ABSTRACT

As part of their Global Trends Survey, Ipsos Mori asked people in various countries whether they agreed with the description ‘The climate change we are currently seeing is largely the result of human activity’ (Mori 2014). The results showed that 93 per cent of respondents in China agreed, 64 per cent in the UK agreed, while in the US, only 54 per cent agreed. Most of these respondents are not basing their convictions about whether climate change is caused by humans on direct readings of temperature data or ice core samples, but on the texts that they have been exposed to. Texts (whether written, oral or visual texts) have a dual role – they put forward descriptions such as ‘humans cause climate change’ and represent these descriptions as true, false, certain or uncertain.
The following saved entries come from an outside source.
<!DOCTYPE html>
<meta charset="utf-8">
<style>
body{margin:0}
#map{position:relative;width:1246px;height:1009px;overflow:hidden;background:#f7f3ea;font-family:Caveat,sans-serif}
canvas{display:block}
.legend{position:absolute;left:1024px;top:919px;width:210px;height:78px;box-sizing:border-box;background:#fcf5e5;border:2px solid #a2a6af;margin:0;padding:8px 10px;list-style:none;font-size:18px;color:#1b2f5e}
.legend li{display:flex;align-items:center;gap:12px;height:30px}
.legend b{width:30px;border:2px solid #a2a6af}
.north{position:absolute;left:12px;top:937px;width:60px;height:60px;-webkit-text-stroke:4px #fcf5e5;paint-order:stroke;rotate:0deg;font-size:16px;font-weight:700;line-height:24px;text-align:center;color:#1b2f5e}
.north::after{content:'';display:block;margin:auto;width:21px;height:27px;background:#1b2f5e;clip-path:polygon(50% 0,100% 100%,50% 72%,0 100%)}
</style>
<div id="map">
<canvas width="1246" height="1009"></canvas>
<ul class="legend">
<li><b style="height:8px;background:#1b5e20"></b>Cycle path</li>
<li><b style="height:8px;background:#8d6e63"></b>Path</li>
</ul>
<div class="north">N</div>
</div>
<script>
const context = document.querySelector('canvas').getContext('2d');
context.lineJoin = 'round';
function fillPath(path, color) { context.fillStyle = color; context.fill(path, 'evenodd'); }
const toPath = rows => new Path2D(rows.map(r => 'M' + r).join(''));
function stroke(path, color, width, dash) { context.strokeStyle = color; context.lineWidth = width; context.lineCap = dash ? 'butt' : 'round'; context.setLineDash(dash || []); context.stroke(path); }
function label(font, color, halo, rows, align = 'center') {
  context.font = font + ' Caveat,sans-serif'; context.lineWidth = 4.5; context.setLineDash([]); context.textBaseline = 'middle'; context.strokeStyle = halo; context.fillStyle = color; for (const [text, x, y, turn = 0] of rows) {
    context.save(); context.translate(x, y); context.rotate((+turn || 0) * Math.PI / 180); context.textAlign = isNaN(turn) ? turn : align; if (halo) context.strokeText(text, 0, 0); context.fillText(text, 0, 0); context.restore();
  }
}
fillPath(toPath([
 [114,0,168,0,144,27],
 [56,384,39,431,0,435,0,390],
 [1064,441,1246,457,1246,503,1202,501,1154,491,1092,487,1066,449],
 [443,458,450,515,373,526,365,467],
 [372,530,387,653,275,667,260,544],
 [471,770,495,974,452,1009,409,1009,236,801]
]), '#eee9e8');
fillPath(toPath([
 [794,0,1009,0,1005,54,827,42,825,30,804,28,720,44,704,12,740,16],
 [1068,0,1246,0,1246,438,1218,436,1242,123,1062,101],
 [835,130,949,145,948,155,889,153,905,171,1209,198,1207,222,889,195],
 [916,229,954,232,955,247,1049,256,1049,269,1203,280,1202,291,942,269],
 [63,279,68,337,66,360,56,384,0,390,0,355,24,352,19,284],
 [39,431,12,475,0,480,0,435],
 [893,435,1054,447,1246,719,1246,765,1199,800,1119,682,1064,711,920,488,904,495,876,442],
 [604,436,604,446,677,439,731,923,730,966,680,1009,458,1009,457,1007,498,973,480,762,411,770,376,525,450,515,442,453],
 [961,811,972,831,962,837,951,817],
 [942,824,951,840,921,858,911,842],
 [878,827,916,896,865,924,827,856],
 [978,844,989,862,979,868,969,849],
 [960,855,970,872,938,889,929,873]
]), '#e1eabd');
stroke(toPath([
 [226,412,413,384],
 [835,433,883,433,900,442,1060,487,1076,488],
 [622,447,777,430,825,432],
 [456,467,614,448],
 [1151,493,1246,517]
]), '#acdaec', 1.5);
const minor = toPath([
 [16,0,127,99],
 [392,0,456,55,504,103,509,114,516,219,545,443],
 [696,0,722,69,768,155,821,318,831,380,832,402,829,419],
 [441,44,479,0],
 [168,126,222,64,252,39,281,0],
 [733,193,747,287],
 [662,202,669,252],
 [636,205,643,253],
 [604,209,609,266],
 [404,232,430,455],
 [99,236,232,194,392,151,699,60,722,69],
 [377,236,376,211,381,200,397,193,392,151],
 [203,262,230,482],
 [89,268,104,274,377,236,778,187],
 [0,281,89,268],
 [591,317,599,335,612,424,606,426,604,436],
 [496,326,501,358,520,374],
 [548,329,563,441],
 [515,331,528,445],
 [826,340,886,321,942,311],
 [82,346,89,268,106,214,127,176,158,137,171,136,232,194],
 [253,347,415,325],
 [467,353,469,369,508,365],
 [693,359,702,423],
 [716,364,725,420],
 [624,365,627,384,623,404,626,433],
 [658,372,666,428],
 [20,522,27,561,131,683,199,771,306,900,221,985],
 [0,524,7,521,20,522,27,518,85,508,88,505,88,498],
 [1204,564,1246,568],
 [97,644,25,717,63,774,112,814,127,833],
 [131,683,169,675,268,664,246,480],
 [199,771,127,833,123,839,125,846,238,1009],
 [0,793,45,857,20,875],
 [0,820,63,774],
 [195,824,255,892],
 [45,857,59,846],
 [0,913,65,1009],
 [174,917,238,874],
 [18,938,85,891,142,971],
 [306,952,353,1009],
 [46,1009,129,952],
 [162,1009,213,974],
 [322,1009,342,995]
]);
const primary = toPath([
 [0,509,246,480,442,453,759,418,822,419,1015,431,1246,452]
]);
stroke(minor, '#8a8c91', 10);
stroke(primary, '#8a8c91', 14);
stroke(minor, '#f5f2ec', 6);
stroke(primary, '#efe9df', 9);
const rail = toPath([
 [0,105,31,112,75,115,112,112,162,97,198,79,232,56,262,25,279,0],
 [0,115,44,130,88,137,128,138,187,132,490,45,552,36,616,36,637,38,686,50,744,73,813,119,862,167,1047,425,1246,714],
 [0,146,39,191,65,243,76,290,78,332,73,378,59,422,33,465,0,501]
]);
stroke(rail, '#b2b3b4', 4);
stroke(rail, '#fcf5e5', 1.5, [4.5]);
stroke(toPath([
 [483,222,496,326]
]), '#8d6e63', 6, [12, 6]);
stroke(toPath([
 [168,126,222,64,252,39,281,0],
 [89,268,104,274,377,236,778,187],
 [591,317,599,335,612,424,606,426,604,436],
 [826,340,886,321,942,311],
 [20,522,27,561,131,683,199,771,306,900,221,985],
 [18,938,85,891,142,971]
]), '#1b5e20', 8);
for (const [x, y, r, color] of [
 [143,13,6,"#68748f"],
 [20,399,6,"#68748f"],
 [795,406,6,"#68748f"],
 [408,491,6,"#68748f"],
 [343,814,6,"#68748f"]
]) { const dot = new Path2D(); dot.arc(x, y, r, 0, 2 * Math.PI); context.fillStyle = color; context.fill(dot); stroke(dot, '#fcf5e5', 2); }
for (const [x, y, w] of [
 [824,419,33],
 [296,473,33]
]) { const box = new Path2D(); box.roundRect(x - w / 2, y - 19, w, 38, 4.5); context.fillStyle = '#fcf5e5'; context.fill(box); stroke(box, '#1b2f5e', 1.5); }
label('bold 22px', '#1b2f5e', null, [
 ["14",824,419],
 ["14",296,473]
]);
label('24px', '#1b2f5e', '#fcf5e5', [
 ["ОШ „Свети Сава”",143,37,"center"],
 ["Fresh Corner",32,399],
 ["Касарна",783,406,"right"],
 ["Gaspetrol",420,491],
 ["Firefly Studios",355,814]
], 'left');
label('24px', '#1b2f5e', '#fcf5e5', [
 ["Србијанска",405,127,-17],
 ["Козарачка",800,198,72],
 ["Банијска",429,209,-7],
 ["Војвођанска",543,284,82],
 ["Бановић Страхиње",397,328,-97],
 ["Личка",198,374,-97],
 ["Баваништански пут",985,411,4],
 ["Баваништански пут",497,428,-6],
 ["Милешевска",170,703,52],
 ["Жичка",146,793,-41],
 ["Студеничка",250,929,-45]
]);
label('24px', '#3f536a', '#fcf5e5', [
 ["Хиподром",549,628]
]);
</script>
In other words, they place descriptions of the world on a spectrum of facticity, from absolute truth at one end to absolute falsehood on the other, with a range of levels of uncertainty in between. In doing so they play a potential role in influencing readers’ convictions, which are (in this book) stories in people’s minds about whether certain descriptions of reality are true, certain, uncertain or false. The Intergovernmental Panel on Climate Change (IPCC), for example, presents

the description ‘humans cause climate change’ high up the spectrum of facticity in its Fifth Assessment Report:

It is extremely likely that human influence has been the dominant cause of the observed warming since the mid-20th century (EN13:17).